WHAT YOU ARE ASKED TO DO
Filter the records down to the lines that hold the word "Mare", and copy each of those lines.

INPUT DATA
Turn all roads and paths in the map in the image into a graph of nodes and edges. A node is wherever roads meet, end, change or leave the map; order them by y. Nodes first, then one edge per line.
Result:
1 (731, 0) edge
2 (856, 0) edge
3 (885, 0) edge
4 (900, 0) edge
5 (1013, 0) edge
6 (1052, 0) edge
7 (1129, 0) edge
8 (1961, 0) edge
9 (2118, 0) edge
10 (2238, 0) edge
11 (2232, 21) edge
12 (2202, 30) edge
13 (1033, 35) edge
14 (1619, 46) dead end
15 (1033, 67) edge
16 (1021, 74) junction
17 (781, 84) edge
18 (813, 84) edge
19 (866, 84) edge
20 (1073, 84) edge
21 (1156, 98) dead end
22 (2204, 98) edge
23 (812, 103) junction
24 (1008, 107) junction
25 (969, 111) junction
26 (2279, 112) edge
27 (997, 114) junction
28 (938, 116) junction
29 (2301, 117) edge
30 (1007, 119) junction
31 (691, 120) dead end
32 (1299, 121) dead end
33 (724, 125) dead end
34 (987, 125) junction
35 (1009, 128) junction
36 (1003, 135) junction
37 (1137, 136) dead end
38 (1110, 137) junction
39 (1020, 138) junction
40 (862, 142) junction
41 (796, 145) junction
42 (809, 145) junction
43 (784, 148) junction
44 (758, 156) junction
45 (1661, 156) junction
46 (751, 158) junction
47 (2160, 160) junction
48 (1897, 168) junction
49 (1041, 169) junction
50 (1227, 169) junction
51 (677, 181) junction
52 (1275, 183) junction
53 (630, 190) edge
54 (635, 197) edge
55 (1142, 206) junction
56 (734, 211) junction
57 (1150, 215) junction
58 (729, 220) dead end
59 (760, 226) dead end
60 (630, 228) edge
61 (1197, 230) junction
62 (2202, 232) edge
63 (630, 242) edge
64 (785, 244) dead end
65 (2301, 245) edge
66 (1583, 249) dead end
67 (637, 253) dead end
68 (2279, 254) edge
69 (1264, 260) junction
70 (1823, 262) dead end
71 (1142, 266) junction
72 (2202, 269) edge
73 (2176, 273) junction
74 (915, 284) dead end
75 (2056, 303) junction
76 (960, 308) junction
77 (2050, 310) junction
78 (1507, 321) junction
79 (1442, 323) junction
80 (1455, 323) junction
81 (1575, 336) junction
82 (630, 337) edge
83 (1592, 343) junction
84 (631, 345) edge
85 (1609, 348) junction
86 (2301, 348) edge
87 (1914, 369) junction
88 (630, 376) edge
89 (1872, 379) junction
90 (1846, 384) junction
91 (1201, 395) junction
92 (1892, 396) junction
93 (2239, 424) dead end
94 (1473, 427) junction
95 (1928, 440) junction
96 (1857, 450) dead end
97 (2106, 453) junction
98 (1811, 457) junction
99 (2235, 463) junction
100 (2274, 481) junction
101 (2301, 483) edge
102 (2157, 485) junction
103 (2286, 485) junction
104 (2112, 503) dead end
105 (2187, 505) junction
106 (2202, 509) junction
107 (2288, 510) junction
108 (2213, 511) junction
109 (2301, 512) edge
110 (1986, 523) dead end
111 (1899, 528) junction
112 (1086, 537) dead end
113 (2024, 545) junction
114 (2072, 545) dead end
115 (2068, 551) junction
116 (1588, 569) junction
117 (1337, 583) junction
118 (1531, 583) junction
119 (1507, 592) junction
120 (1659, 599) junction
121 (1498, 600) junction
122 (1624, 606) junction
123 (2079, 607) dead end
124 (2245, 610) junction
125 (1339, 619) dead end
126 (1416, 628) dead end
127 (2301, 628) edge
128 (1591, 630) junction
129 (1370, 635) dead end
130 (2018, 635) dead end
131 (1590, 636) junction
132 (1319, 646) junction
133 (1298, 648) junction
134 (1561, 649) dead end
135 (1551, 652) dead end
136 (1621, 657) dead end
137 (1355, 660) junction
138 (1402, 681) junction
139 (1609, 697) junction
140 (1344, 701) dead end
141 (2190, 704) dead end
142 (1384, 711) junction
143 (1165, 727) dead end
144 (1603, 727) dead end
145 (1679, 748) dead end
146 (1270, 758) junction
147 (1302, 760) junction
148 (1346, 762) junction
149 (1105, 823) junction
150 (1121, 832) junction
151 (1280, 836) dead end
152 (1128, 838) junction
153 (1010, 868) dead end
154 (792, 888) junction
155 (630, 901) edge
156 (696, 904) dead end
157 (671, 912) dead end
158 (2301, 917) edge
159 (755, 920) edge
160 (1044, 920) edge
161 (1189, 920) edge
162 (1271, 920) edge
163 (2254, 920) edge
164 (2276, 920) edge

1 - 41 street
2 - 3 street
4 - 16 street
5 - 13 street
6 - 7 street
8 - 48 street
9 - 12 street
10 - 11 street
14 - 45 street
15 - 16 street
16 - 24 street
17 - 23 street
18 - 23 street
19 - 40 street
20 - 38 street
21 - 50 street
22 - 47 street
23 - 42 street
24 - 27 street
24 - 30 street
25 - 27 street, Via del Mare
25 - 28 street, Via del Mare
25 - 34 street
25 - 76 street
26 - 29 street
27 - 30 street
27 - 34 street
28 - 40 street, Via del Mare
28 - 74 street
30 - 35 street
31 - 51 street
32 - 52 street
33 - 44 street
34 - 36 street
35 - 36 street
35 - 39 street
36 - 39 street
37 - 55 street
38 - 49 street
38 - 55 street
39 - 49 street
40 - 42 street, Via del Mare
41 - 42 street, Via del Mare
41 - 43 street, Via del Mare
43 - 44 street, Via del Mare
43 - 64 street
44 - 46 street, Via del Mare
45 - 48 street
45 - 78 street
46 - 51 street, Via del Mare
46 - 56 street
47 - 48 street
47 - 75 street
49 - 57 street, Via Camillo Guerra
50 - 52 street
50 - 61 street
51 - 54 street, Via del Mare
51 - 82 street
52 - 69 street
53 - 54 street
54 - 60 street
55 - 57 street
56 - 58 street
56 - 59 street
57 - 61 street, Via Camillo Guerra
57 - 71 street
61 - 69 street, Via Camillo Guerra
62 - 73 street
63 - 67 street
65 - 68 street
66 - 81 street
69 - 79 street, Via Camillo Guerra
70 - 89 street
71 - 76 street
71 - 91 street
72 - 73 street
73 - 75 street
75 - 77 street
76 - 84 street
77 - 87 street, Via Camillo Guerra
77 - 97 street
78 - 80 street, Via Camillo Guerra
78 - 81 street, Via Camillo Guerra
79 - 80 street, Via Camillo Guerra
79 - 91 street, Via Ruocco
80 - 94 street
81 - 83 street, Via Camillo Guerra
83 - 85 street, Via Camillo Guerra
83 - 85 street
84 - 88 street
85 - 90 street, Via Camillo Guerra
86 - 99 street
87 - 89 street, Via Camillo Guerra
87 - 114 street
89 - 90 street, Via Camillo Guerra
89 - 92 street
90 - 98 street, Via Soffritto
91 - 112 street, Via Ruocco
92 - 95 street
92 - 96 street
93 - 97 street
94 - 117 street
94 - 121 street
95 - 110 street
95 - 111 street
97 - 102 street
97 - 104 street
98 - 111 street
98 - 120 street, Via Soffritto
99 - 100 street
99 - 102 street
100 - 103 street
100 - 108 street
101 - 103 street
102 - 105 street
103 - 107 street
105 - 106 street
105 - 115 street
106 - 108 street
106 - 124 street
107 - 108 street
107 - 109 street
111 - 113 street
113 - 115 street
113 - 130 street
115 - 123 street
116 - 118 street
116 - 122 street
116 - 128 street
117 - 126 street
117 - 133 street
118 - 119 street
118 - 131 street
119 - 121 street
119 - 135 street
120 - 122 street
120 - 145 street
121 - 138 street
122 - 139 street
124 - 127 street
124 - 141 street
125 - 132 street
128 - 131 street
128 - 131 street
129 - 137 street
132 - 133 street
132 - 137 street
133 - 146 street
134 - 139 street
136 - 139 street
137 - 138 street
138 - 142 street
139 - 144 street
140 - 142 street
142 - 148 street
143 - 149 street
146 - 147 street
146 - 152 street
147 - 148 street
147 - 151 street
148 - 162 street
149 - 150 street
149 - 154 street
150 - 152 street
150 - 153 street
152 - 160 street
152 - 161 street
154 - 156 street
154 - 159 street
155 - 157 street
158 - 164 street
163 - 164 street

OUTPUT BELOW
25 - 27 street, Via del Mare
25 - 28 street, Via del Mare
28 - 40 street, Via del Mare
40 - 42 street, Via del Mare
41 - 42 street, Via del Mare
41 - 43 street, Via del Mare
43 - 44 street, Via del Mare
44 - 46 street, Via del Mare
46 - 51 street, Via del Mare
51 - 54 street, Via del Mare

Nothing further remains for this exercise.